Collected data

####

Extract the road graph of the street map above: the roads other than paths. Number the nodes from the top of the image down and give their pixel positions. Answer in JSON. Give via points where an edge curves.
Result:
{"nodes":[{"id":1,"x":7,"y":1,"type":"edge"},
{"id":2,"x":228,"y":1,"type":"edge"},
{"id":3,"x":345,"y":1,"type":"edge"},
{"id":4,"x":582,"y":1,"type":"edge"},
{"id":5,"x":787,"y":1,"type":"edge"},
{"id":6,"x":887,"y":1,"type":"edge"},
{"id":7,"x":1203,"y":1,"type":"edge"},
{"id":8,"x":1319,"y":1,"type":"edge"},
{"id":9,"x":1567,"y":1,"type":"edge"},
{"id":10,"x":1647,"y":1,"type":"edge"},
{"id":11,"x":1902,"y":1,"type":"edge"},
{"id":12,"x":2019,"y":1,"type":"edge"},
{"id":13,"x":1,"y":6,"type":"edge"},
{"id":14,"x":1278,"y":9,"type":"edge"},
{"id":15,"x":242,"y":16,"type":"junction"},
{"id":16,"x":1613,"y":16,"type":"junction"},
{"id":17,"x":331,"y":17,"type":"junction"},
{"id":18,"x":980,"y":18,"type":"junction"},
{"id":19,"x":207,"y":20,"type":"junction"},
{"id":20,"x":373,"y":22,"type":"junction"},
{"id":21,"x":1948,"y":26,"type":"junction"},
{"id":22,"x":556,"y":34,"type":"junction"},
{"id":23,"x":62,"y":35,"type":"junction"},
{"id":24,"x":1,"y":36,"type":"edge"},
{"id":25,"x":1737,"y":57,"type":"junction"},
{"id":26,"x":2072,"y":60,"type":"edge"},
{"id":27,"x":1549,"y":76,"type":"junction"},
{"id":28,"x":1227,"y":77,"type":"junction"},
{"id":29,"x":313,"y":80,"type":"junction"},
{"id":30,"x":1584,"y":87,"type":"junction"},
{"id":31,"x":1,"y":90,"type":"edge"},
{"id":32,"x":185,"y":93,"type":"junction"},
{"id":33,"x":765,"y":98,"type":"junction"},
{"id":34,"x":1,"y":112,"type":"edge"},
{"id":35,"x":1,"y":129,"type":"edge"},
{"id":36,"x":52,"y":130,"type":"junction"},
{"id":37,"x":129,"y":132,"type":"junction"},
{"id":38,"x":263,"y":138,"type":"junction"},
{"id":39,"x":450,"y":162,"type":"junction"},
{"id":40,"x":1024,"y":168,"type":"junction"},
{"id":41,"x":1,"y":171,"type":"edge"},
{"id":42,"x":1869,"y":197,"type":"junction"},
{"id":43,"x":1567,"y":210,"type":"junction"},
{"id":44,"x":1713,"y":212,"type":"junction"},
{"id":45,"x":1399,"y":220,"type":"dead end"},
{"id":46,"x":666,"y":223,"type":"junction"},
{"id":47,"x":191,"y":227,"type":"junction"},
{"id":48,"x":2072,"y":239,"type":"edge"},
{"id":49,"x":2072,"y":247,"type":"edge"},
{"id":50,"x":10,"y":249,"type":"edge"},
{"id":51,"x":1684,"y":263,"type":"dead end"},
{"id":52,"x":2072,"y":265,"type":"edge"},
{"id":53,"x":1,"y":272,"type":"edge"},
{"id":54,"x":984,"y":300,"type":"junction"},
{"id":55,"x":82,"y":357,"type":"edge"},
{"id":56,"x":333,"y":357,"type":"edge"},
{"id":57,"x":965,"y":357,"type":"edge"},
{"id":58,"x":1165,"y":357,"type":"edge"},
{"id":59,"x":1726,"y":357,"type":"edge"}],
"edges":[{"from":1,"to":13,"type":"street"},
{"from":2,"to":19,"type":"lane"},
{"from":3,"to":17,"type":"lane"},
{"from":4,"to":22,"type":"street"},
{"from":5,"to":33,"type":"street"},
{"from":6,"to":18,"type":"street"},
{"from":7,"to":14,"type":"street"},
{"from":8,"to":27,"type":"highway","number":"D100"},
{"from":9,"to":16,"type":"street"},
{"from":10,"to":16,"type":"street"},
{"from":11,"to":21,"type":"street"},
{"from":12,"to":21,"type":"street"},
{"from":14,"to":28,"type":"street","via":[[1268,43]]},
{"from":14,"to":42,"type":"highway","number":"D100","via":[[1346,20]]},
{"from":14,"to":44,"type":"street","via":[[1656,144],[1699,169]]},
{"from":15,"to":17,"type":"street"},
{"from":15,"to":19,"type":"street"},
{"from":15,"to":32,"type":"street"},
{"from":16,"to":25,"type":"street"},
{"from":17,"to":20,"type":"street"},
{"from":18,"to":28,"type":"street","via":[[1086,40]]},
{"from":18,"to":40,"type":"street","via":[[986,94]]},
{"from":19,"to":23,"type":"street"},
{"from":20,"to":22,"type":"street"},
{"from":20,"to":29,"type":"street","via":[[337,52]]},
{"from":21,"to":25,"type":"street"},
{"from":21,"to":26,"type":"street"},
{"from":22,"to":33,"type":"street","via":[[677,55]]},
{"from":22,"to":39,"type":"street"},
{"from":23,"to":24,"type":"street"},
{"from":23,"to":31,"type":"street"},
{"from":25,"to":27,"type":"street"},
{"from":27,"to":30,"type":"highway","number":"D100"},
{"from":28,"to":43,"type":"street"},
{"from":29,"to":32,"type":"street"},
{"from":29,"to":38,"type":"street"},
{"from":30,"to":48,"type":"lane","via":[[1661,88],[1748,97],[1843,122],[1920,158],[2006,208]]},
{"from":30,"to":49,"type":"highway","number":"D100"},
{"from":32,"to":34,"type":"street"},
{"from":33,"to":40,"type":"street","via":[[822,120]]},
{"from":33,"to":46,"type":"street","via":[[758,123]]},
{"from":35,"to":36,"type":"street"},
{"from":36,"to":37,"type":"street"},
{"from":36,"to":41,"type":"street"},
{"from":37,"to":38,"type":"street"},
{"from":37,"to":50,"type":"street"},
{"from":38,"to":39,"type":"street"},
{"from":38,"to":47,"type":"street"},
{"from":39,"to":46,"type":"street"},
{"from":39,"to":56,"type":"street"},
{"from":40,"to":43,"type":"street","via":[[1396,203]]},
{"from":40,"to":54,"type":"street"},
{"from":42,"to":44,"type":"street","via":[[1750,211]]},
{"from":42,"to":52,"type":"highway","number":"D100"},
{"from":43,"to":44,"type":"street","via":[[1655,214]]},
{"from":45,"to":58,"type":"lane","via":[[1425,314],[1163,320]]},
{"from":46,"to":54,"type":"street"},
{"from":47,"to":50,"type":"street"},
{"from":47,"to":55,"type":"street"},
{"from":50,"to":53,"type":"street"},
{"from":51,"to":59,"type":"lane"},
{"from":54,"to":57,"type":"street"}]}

####

▶ **EXERCISE DIRECTIONS**:
Return all the data above, unaltered and complete.

▶ **EXERCISE RESPONSE**:
Extract the road graph of the street map above: the roads other than paths. Number the nodes from the top of the image down and give their pixel positions. Answer in JSON. Give via points where an edge curves.
Result:
{"nodes":[{"id":1,"x":7,"y":1,"type":"edge"},
{"id":2,"x":228,"y":1,"type":"edge"},
{"id":3,"x":345,"y":1,"type":"edge"},
{"id":4,"x":582,"y":1,"type":"edge"},
{"id":5,"x":787,"y":1,"type":"edge"},
{"id":6,"x":887,"y":1,"type":"edge"},
{"id":7,"x":1203,"y":1,"type":"edge"},
{"id":8,"x":1319,"y":1,"type":"edge"},
{"id":9,"x":1567,"y":1,"type":"edge"},
{"id":10,"x":1647,"y":1,"type":"edge"},
{"id":11,"x":1902,"y":1,"type":"edge"},
{"id":12,"x":2019,"y":1,"type":"edge"},
{"id":13,"x":1,"y":6,"type":"edge"},
{"id":14,"x":1278,"y":9,"type":"edge"},
{"id":15,"x":242,"y":16,"type":"junction"},
{"id":16,"x":1613,"y":16,"type":"junction"},
{"id":17,"x":331,"y":17,"type":"junction"},
{"id":18,"x":980,"y":18,"type":"junction"},
{"id":19,"x":207,"y":20,"type":"junction"},
{"id":20,"x":373,"y":22,"type":"junction"},
{"id":21,"x":1948,"y":26,"type":"junction"},
{"id":22,"x":556,"y":34,"type":"junction"},
{"id":23,"x":62,"y":35,"type":"junction"},
{"id":24,"x":1,"y":36,"type":"edge"},
{"id":25,"x":1737,"y":57,"type":"junction"},
{"id":26,"x":2072,"y":60,"type":"edge"},
{"id":27,"x":1549,"y":76,"type":"junction"},
{"id":28,"x":1227,"y":77,"type":"junction"},
{"id":29,"x":313,"y":80,"type":"junction"},
{"id":30,"x":1584,"y":87,"type":"junction"},
{"id":31,"x":1,"y":90,"type":"edge"},
{"id":32,"x":185,"y":93,"type":"junction"},
{"id":33,"x":765,"y":98,"type":"junction"},
{"id":34,"x":1,"y":112,"type":"edge"},
{"id":35,"x":1,"y":129,"type":"edge"},
{"id":36,"x":52,"y":130,"type":"junction"},
{"id":37,"x":129,"y":132,"type":"junction"},
{"id":38,"x":263,"y":138,"type":"junction"},
{"id":39,"x":450,"y":162,"type":"junction"},
{"id":40,"x":1024,"y":168,"type":"junction"},
{"id":41,"x":1,"y":171,"type":"edge"},
{"id":42,"x":1869,"y":197,"type":"junction"},
{"id":43,"x":1567,"y":210,"type":"junction"},
{"id":44,"x":1713,"y":212,"type":"junction"},
{"id":45,"x":1399,"y":220,"type":"dead end"},
{"id":46,"x":666,"y":223,"type":"junction"},
{"id":47,"x":191,"y":227,"type":"junction"},
{"id":48,"x":2072,"y":239,"type":"edge"},
{"id":49,"x":2072,"y":247,"type":"edge"},
{"id":50,"x":10,"y":249,"type":"edge"},
{"id":51,"x":1684,"y":263,"type":"dead end"},
{"id":52,"x":2072,"y":265,"type":"edge"},
{"id":53,"x":1,"y":272,"type":"edge"},
{"id":54,"x":984,"y":300,"type":"junction"},
{"id":55,"x":82,"y":357,"type":"edge"},
{"id":56,"x":333,"y":357,"type":"edge"},
{"id":57,"x":965,"y":357,"type":"edge"},
{"id":58,"x":1165,"y":357,"type":"edge"},
{"id":59,"x":1726,"y":357,"type":"edge"}],
"edges":[{"from":1,"to":13,"type":"street"},
{"from":2,"to":19,"type":"lane"},
{"from":3,"to":17,"type":"lane"},
{"from":4,"to":22,"type":"street"},
{"from":5,"to":33,"type":"street"},
{"from":6,"to":18,"type":"street"},
{"from":7,"to":14,"type":"street"},
{"from":8,"to":27,"type":"highway","number":"D100"},
{"from":9,"to":16,"type":"street"},
{"from":10,"to":16,"type":"street"},
{"from":11,"to":21,"type":"street"},
{"from":12,"to":21,"type":"street"},
{"from":14,"to":28,"type":"street","via":[[1268,43]]},
{"from":14,"to":42,"type":"highway","number":"D100","via":[[1346,20]]},
{"from":14,"to":44,"type":"street","via":[[1656,144],[1699,169]]},
{"from":15,"to":17,"type":"street"},
{"from":15,"to":19,"type":"street"},
{"from":15,"to":32,"type":"street"},
{"from":16,"to":25,"type":"street"},
{"from":17,"to":20,"type":"street"},
{"from":18,"to":28,"type":"street","via":[[1086,40]]},
{"from":18,"to":40,"type":"street","via":[[986,94]]},
{"from":19,"to":23,"type":"street"},
{"from":20,"to":22,"type":"street"},
{"from":20,"to":29,"type":"street","via":[[337,52]]},
{"from":21,"to":25,"type":"street"},
{"from":21,"to":26,"type":"street"},
{"from":22,"to":33,"type":"street","via":[[677,55]]},
{"from":22,"to":39,"type":"street"},
{"from":23,"to":24,"type":"street"},
{"from":23,"to":31,"type":"street"},
{"from":25,"to":27,"type":"street"},
{"from":27,"to":30,"type":"highway","number":"D100"},
{"from":28,"to":43,"type":"street"},
{"from":29,"to":32,"type":"street"},
{"from":29,"to":38,"type":"street"},
{"from":30,"to":48,"type":"lane","via":[[1661,88],[1748,97],[1843,122],[1920,158],[2006,208]]},
{"from":30,"to":49,"type":"highway","number":"D100"},
{"from":32,"to":34,"type":"street"},
{"from":33,"to":40,"type":"street","via":[[822,120]]},
{"from":33,"to":46,"type":"street","via":[[758,123]]},
{"from":35,"to":36,"type":"street"},
{"from":36,"to":37,"type":"street"},
{"from":36,"to":41,"type":"street"},
{"from":37,"to":38,"type":"street"},
{"from":37,"to":50,"type":"street"},
{"from":38,"to":39,"type":"street"},
{"from":38,"to":47,"type":"street"},
{"from":39,"to":46,"type":"street"},
{"from":39,"to":56,"type":"street"},
{"from":40,"to":43,"type":"street","via":[[1396,203]]},
{"from":40,"to":54,"type":"street"},
{"from":42,"to":44,"type":"street","via":[[1750,211]]},
{"from":42,"to":52,"type":"highway","number":"D100"},
{"from":43,"to":44,"type":"street","via":[[1655,214]]},
{"from":45,"to":58,"type":"lane","via":[[1425,314],[1163,320]]},
{"from":46,"to":54,"type":"street"},
{"from":47,"to":50,"type":"street"},
{"from":47,"to":55,"type":"street"},
{"from":50,"to":53,"type":"street"},
{"from":51,"to":59,"type":"lane"},
{"from":54,"to":57,"type":"street"}]}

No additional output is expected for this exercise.